Figure 7. (A) Mean ± SD of relative read abundance of Anaerobic Methane Oxidizers (AMO), Denitrifying bacteria, polyphosphate-accumulating organisms (PAO), Nitrite Oxidizing Bacteria (NOB), Methanogens, Glycogen Accumulating Organisms (GAO), Ammonia Oxidizing Bacteria (AOB), AMO, and Acetogen functional groups for Site A for both the Primary (PE), secondary (SE), and control samples for each “system”: control; base (CB), topsoil (CT), STU topsoil (TT), and STU subsoil “trench base” (TB). The STU base is further divided into proximal (P) at 1 m, midpoint (m) at 5 m, and distal (d) at 12 m. (B) 2D spatial profile of changes of relative abundances of Anaerobic Methane Oxidizers (AMO), Denitrifying bacteria, Polyphosphate-accumulating organisms (PAO), Nitrite Oxidizing Bacteria (NOB), Methanogens, Glycogen Accumulating Organisms (GAO), Ammonia Oxidizing Bacteria (AOB), AMO, and Acetogen functional groups sequences with respect to the control subsoil communities; increases are highlighted in green and reductions in blue.
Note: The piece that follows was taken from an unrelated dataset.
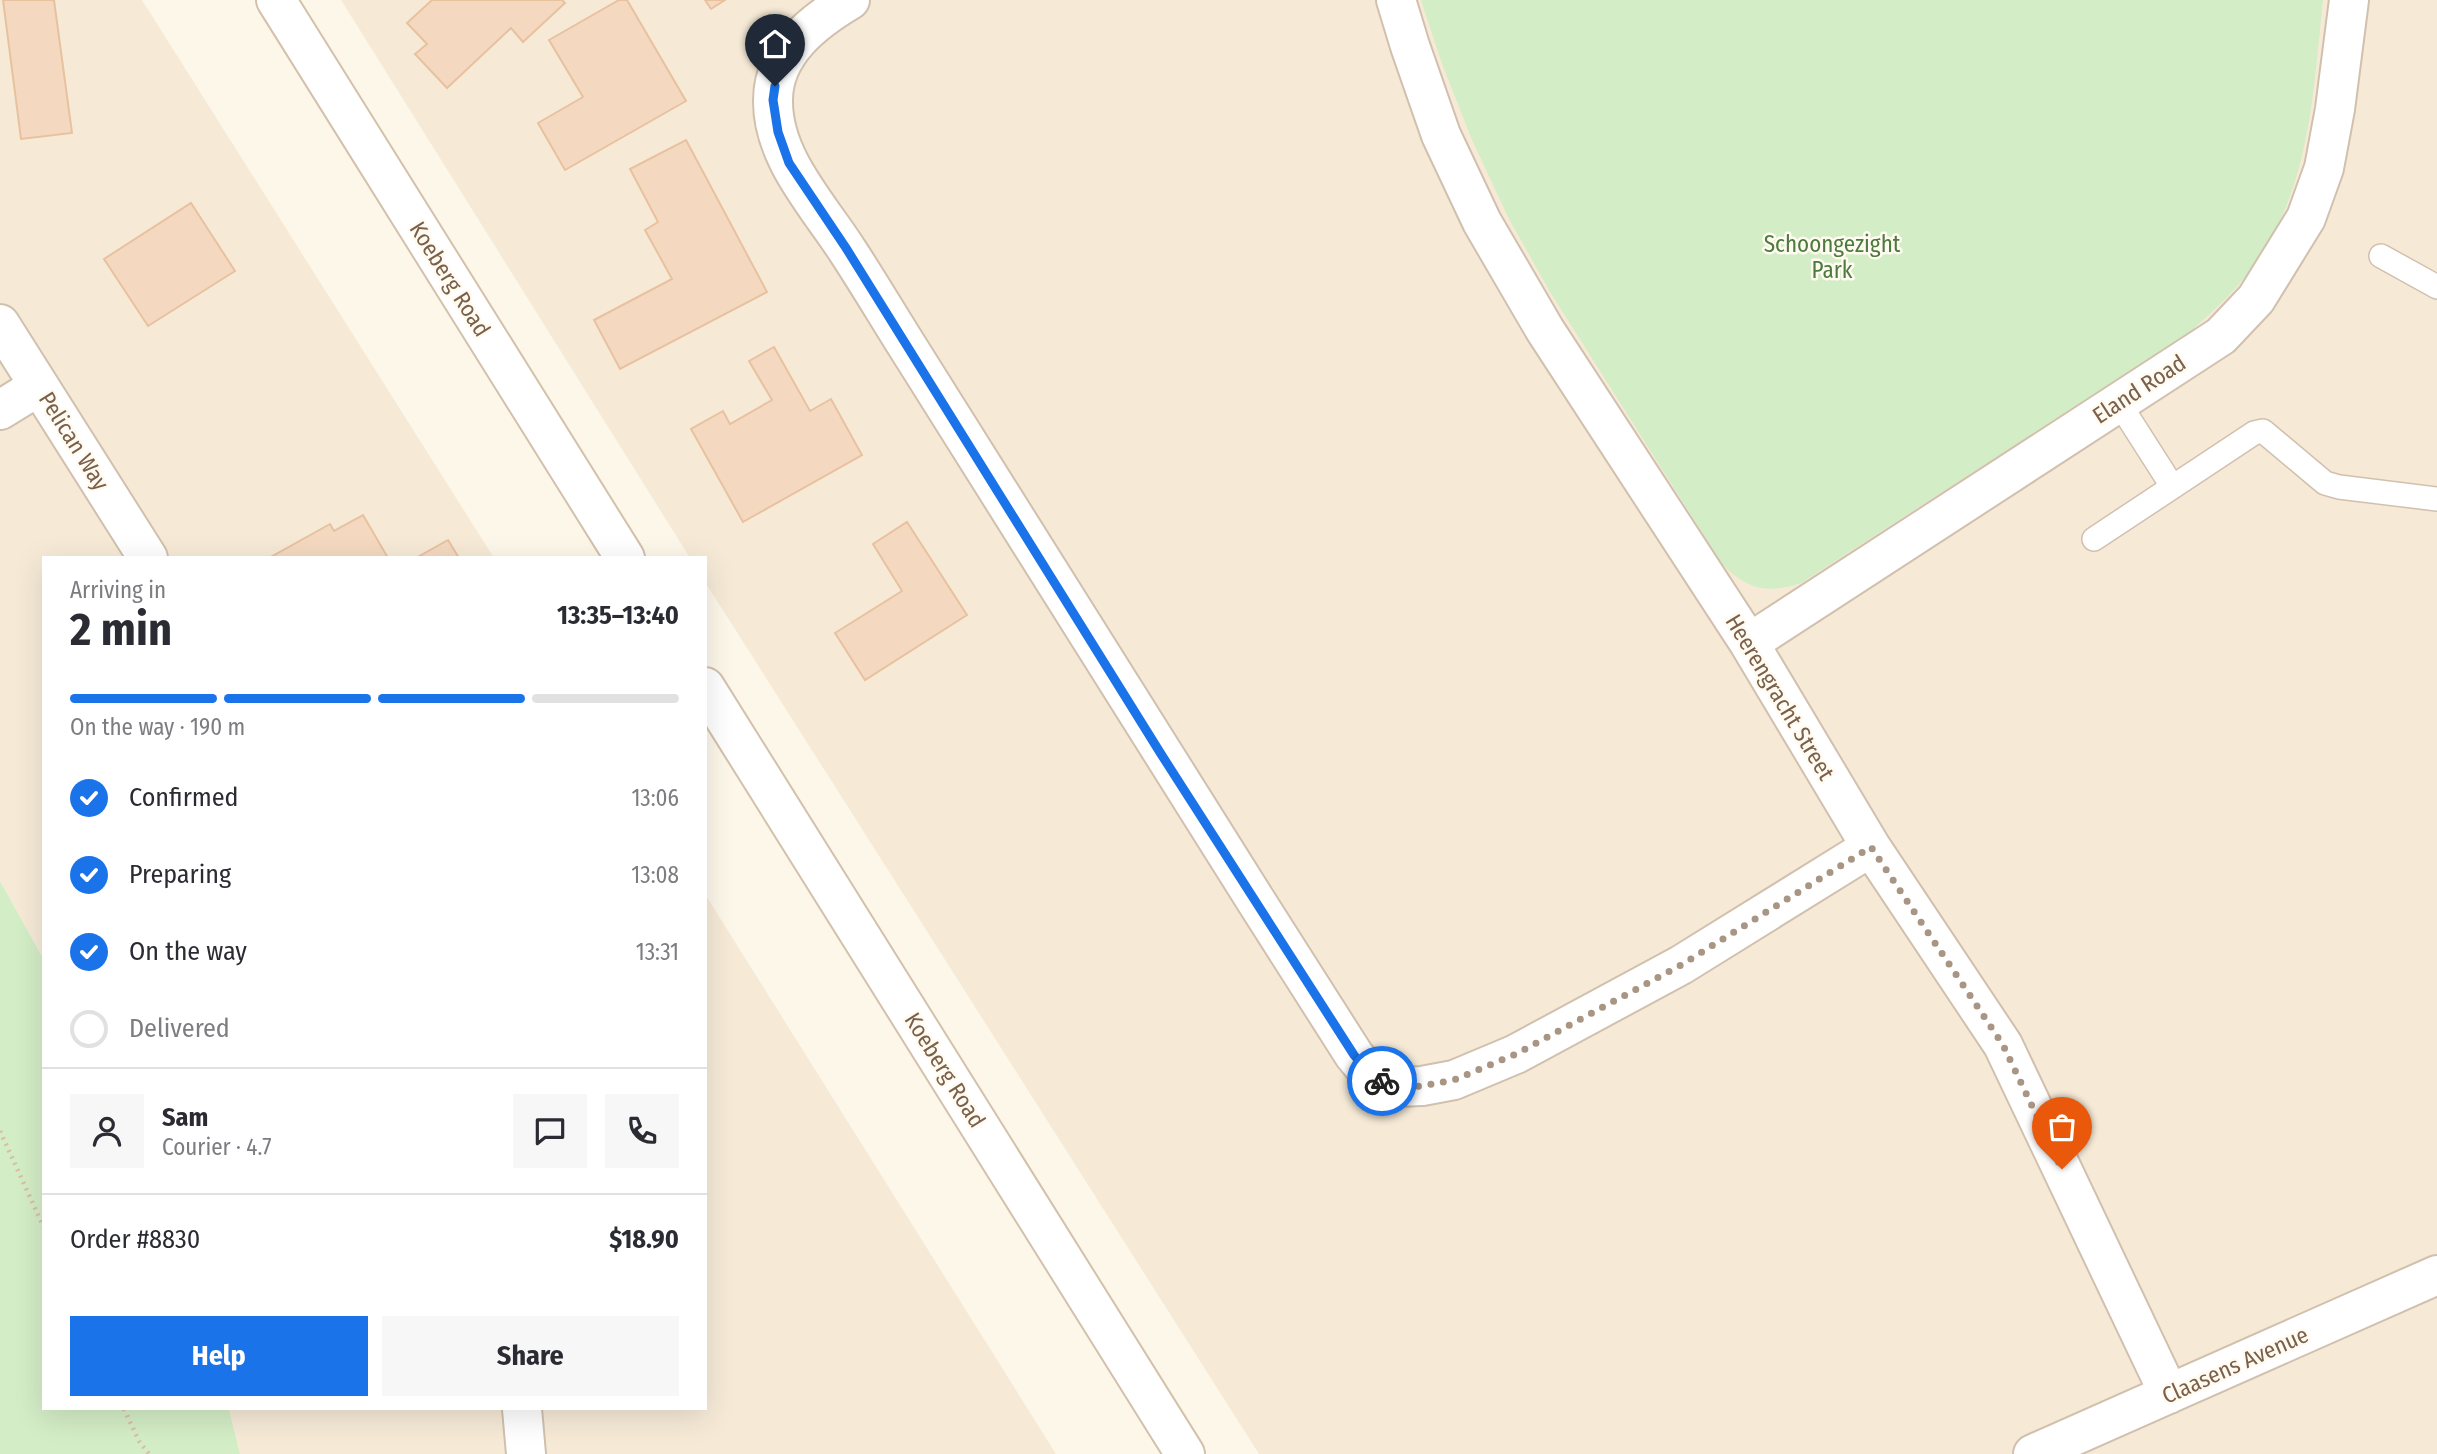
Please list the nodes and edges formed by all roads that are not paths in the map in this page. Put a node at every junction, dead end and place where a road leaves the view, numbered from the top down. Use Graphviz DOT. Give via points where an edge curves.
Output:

Table 6. Key changes (+/–, NC; “No Change”) in relative abundance of functional groups in respect of control subsoil samples.
The STUs dosed with Primary effluents, Denitrifying bacteria, Polyphosphate-Accumulating Organisms (PAO), Nitrite Oxidizing Bacteria (NOB), Methanogens, Glycogen Accumulating Organisms, Ammonia Oxidizing Bacteria (AOB), AMO and Acetogen functional groups showed higher relative abundances when compared to the control subsoil sample (Table 6). There were decreases in the abundances for Denitrifiers, NOB, GAO, for site A and B, AOB functional groups also decreased in site B (Table 6). The Site B PE fed STU samples also showed the presence of Anammox species sequences at relative abundances of 0.01, 0.02, and 0.06 located in the sampling positions of 1 m distance at 0 cm depth of the infiltrative surface, 5 m distance at 5 cm depth of the infiltrative surface, and 5 m distance at 7.5 cm depth of the infiltrative surface (Table 6; Figure 7), respectively.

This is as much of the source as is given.